Data under study =
════════════════

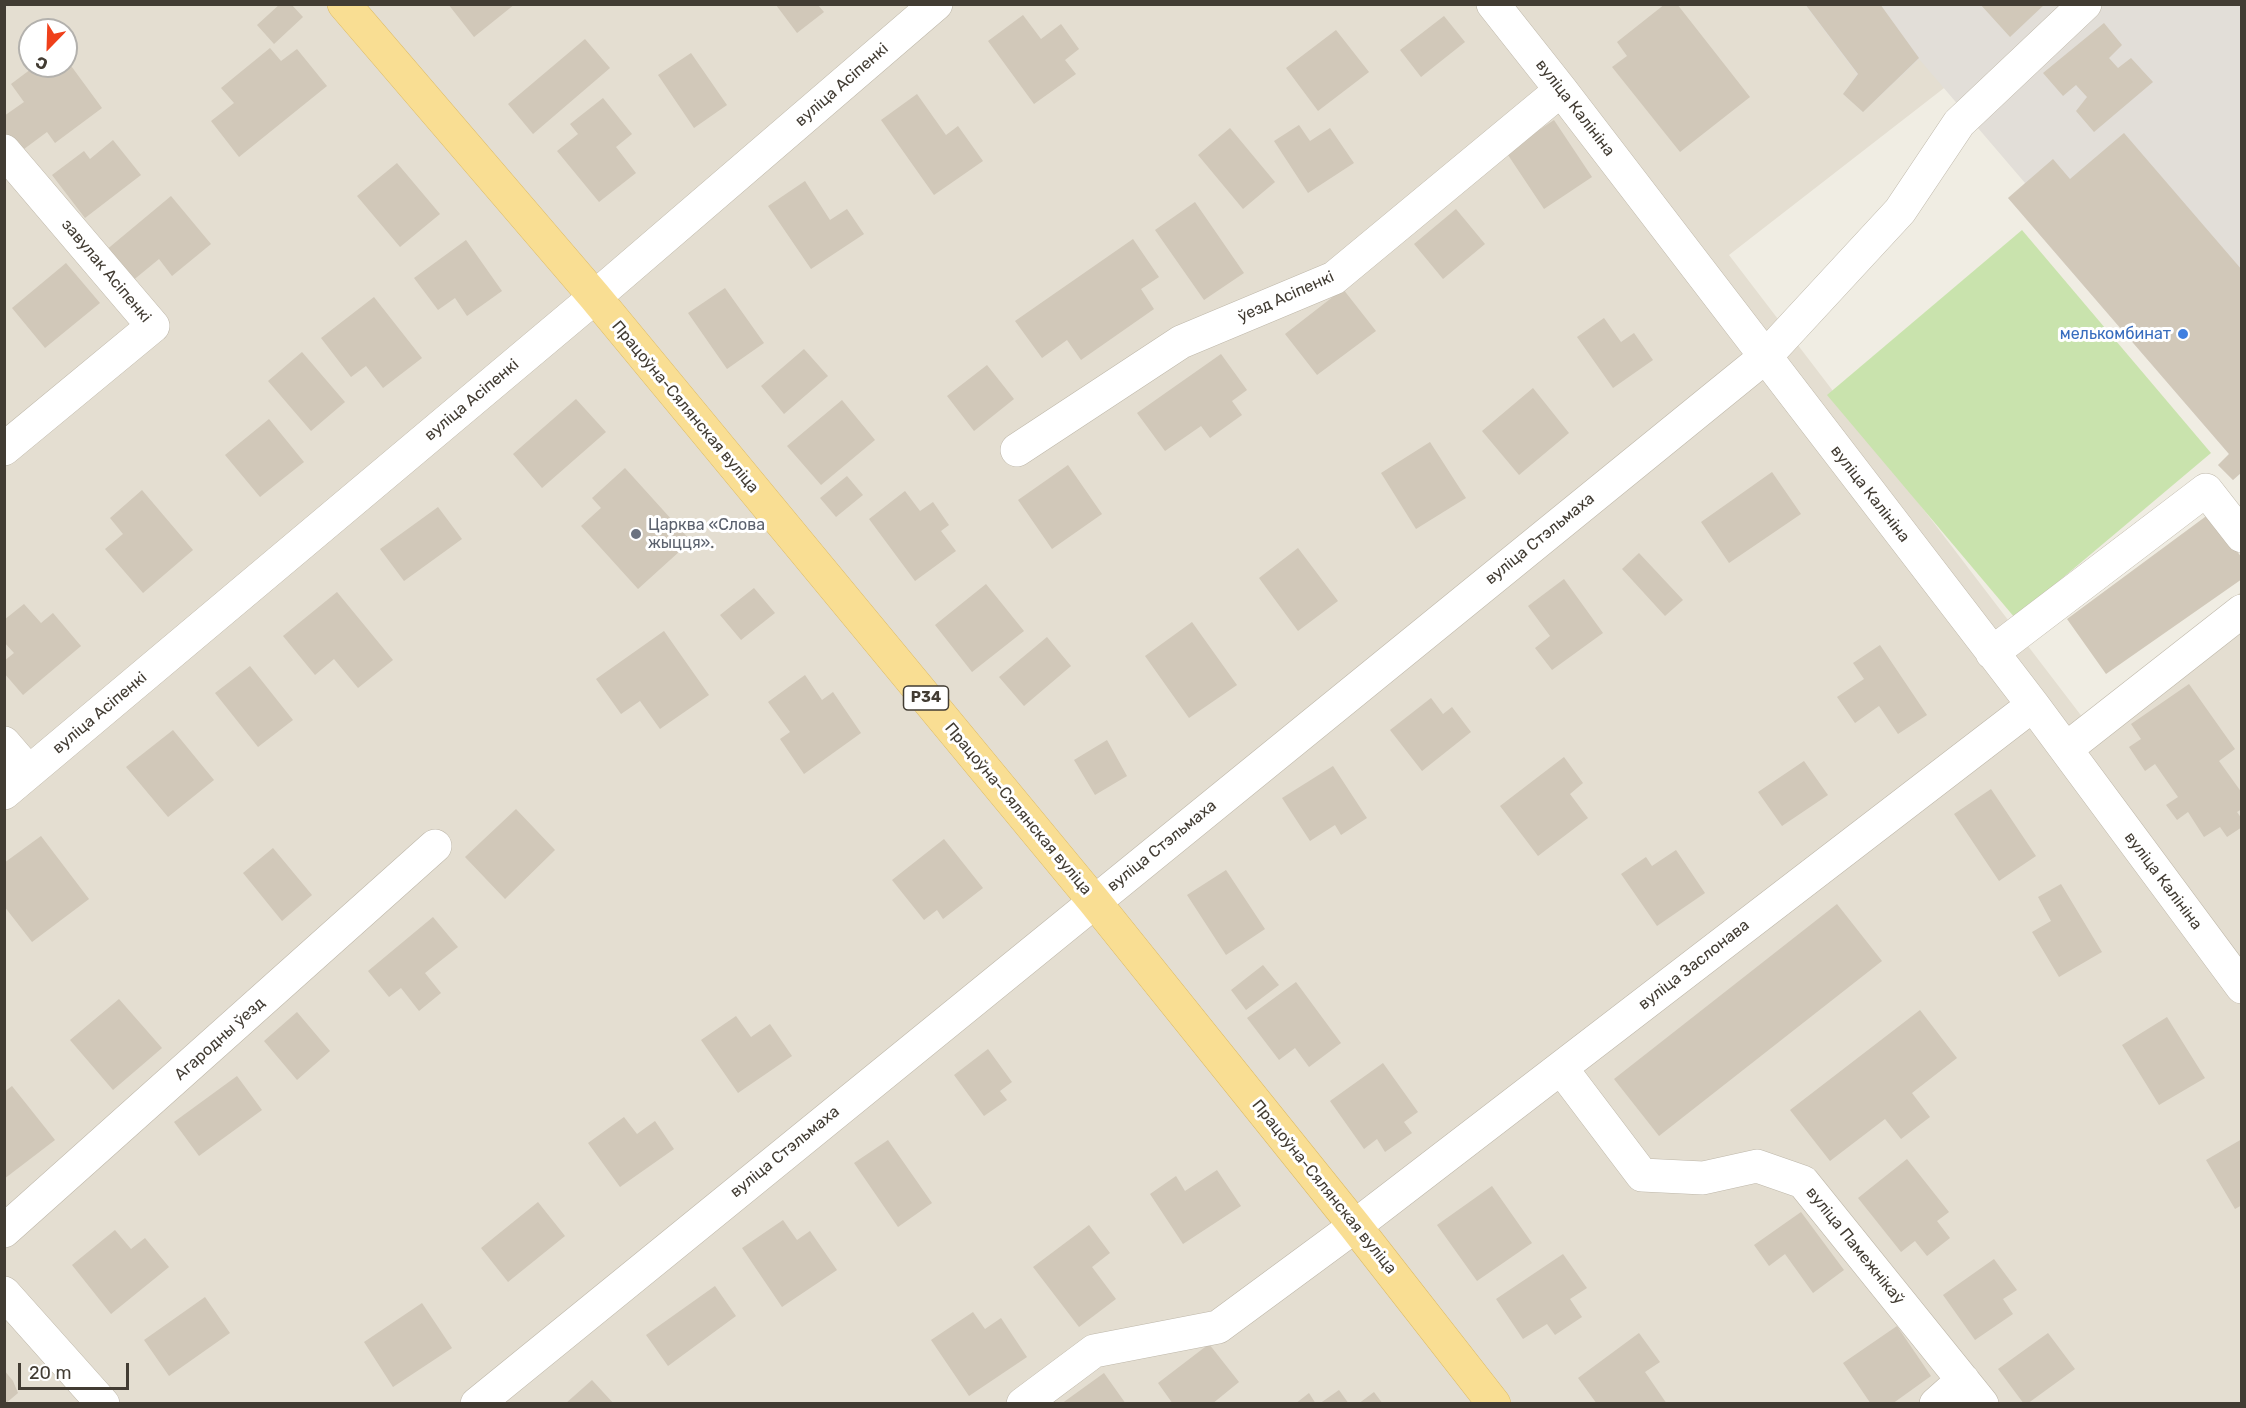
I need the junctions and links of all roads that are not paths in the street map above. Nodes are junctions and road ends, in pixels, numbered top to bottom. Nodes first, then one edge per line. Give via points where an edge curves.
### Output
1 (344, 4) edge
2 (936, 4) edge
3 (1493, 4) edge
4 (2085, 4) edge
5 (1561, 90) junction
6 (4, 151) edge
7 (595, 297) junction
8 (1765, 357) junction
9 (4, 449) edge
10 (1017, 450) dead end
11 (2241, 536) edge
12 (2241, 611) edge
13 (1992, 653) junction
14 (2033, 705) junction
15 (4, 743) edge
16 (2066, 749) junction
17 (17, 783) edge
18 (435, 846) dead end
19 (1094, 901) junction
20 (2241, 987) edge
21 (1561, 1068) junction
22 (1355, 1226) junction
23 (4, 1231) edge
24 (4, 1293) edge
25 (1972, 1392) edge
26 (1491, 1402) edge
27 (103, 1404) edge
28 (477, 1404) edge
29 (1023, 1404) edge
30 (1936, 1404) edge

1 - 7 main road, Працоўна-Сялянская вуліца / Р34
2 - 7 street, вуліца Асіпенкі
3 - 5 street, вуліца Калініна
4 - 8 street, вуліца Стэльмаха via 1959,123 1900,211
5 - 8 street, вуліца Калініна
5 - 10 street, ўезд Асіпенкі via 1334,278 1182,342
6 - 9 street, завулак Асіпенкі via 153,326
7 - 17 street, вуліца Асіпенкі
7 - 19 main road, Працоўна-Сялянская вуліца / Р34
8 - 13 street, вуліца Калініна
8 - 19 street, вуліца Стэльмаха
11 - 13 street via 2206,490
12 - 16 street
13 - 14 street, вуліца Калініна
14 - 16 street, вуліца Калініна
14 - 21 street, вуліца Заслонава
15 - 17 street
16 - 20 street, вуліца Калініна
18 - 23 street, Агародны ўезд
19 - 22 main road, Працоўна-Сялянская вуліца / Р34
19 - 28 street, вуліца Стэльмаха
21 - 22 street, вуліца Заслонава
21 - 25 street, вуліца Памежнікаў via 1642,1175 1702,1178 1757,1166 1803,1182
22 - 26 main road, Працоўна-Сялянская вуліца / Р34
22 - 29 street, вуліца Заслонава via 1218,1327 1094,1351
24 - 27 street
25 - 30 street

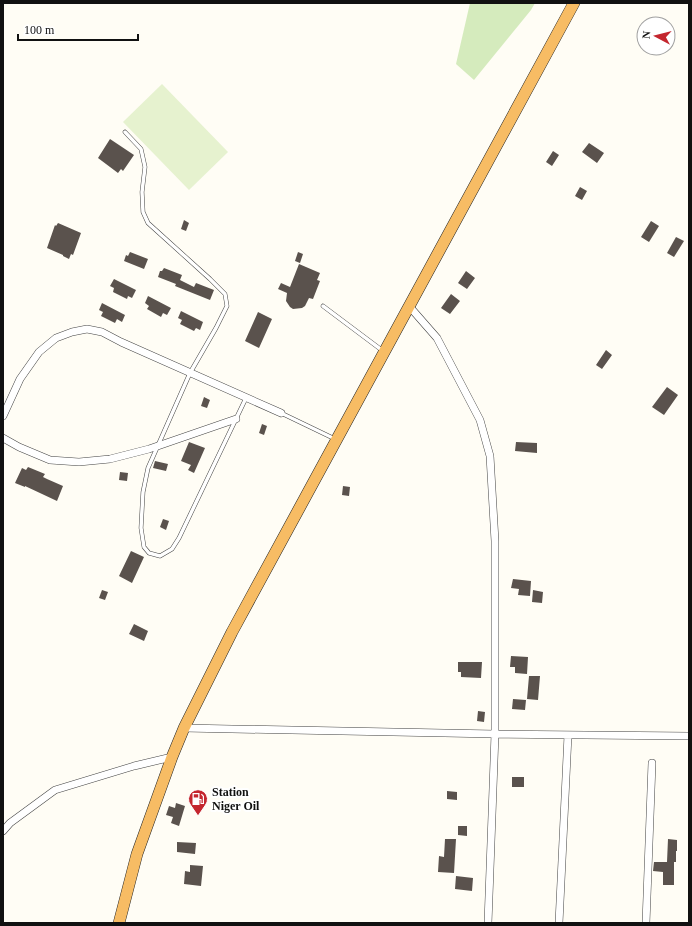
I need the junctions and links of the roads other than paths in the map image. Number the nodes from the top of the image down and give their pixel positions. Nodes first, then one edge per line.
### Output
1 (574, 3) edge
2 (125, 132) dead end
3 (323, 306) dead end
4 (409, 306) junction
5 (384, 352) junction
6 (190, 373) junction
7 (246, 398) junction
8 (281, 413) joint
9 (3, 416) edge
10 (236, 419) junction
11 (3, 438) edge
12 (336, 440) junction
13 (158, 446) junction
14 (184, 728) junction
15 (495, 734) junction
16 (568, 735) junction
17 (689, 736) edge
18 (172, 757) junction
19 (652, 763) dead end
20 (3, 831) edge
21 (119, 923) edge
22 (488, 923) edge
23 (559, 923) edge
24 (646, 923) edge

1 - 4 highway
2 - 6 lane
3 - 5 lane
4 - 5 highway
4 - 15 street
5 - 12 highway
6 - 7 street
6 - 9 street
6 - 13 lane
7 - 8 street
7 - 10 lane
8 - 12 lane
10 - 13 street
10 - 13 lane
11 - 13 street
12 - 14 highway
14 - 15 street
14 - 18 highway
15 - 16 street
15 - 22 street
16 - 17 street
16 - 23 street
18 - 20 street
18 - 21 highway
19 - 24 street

════════════════

Task instructions = Return each line in the records that holds the string "roads".

Solution to this exercise =
I need the junctions and links of all roads that are not paths in the street map above. Nodes are junctions and road ends, in pixels, numbered top to bottom. Nodes first, then one edge per line. Give via points where an edge curves.
I need the junctions and links of the roads other than paths in the map image. Number the nodes from the top of the image down and give their pixel positions. Nodes first, then one edge per line.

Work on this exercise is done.